The chromatic contamination that arises from photospheric heterogeneities e.g. spots and faculae on the host star presents a significant noise source for exoplanet transmission spectra. If this contamination is not corrected for, it can introduce substantial bias in our analysis of the planetary atmosphere. We utilise two stellar models of differing complexity, StARPA and ASteRA, to explore the biases introduced by stellar contamination in retrieval under differing degrees of stellar activity. We use the retrieval framework TauREx3 and a grid of 27 synthetic, spot-contaminated transmission spectra to investigate potential biases and to determine how complex our stellar models must be in order to accurately extract the planetary parameters from transmission spectra. The input observation is generated using the more complex model (StARPA), in which the spot latitude is an additional, fixable parameter. This observation is then fed into a combined stellar-planetary retrieval which contains a simplified stellar model (ASteRA). Our results confirm that the inclusion of stellar activity parameters in retrieval minimises bias under all activity regimes considered. ASteRA performs very well under low to moderate activity conditions, retrieving the planetary parameters with a high degree of accuracy.

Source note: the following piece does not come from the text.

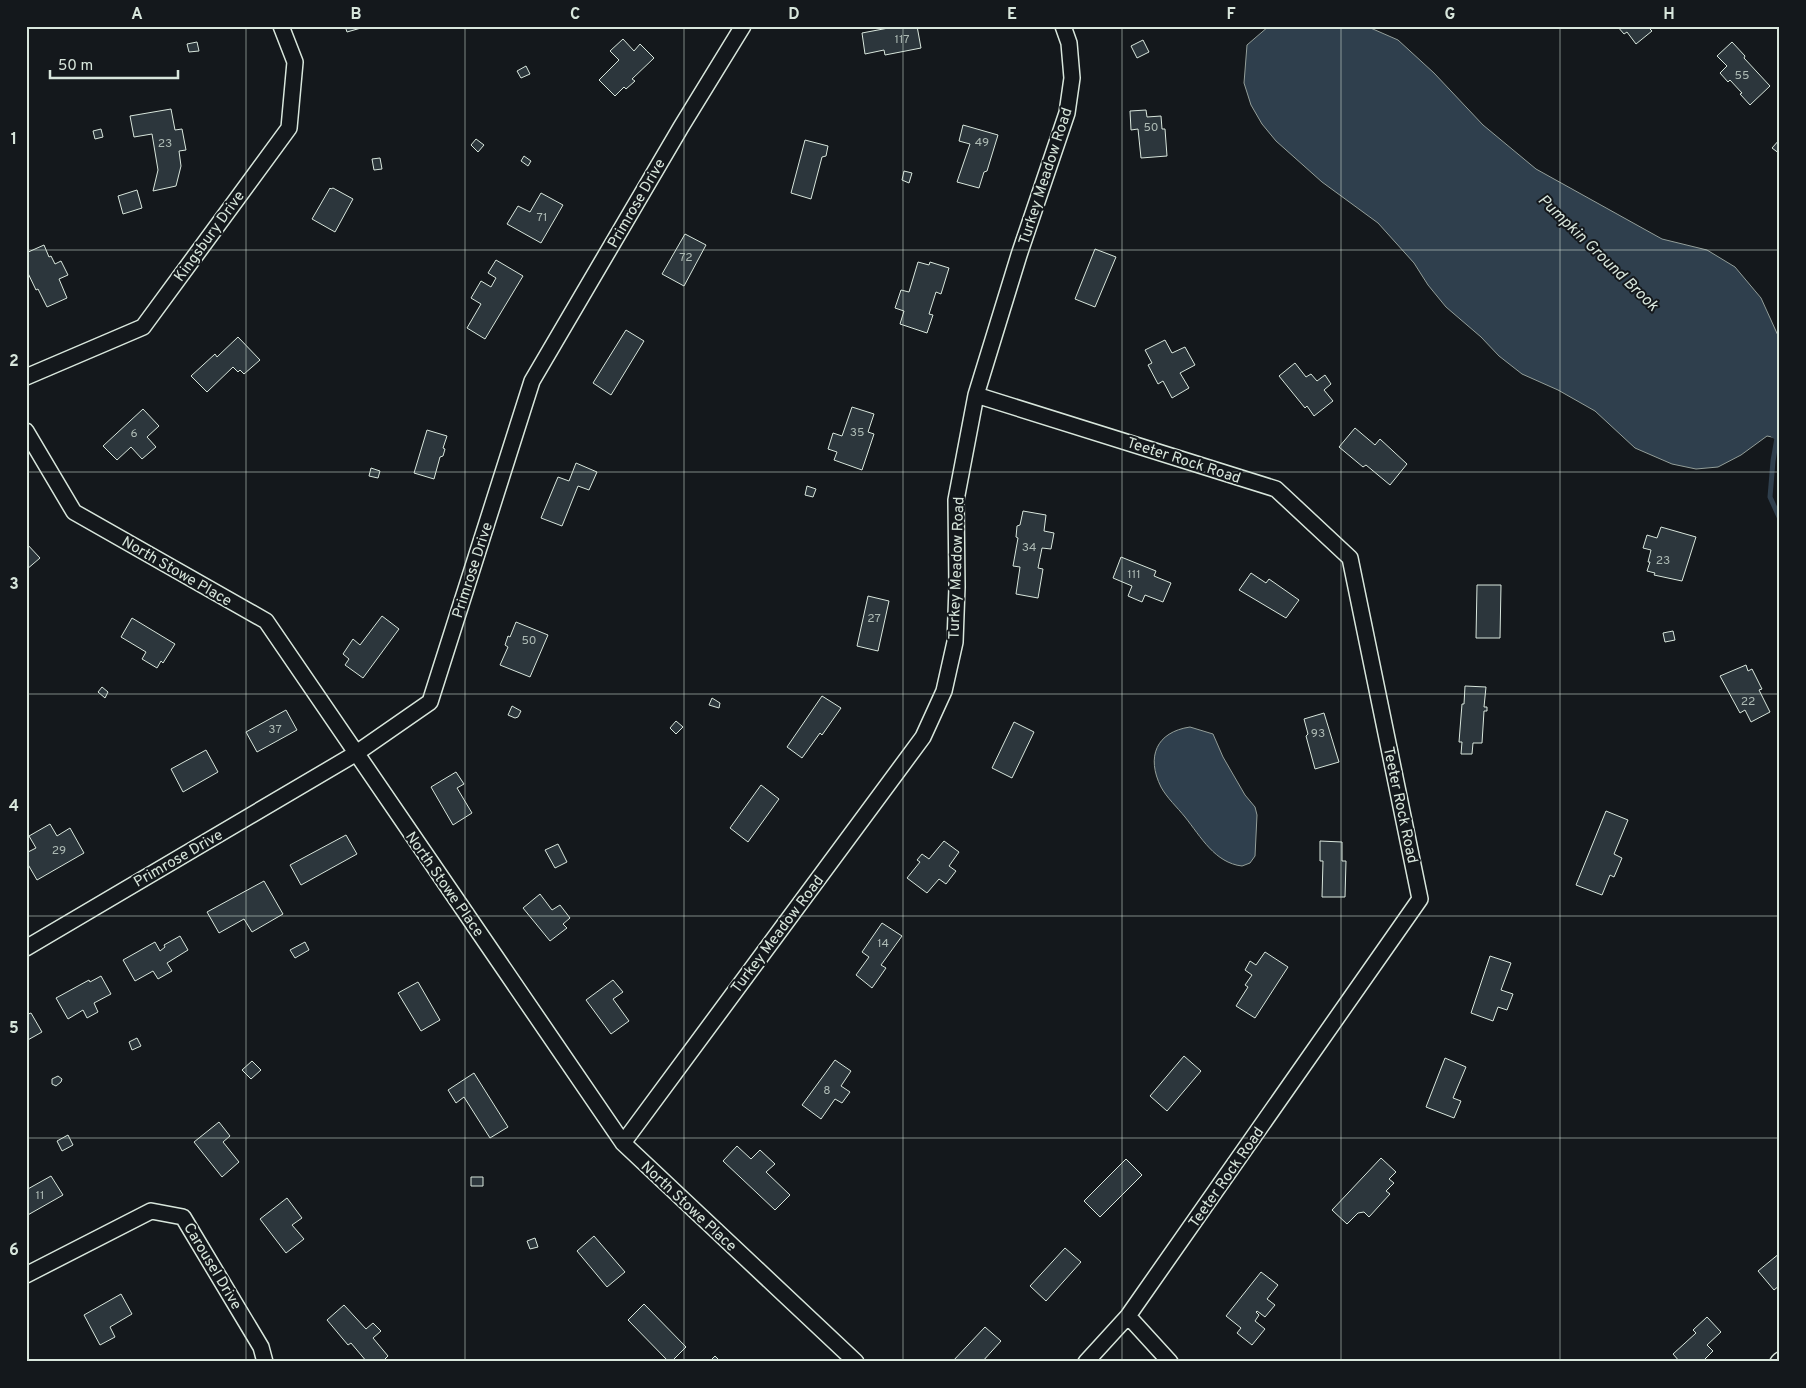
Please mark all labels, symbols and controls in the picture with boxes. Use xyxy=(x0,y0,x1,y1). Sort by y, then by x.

For the most active cases, characterised by larger, higher temperature contrast spots, some minor residual bias remains due to ASteRA neglecting the interplay between the spot and the limb darkening effect. As a result of this, we find larger errors in retrieved planetary parameters for central spots (0 degrees) and those found close to the limb (60 degrees) than those at intermediate latitudes (30 degrees).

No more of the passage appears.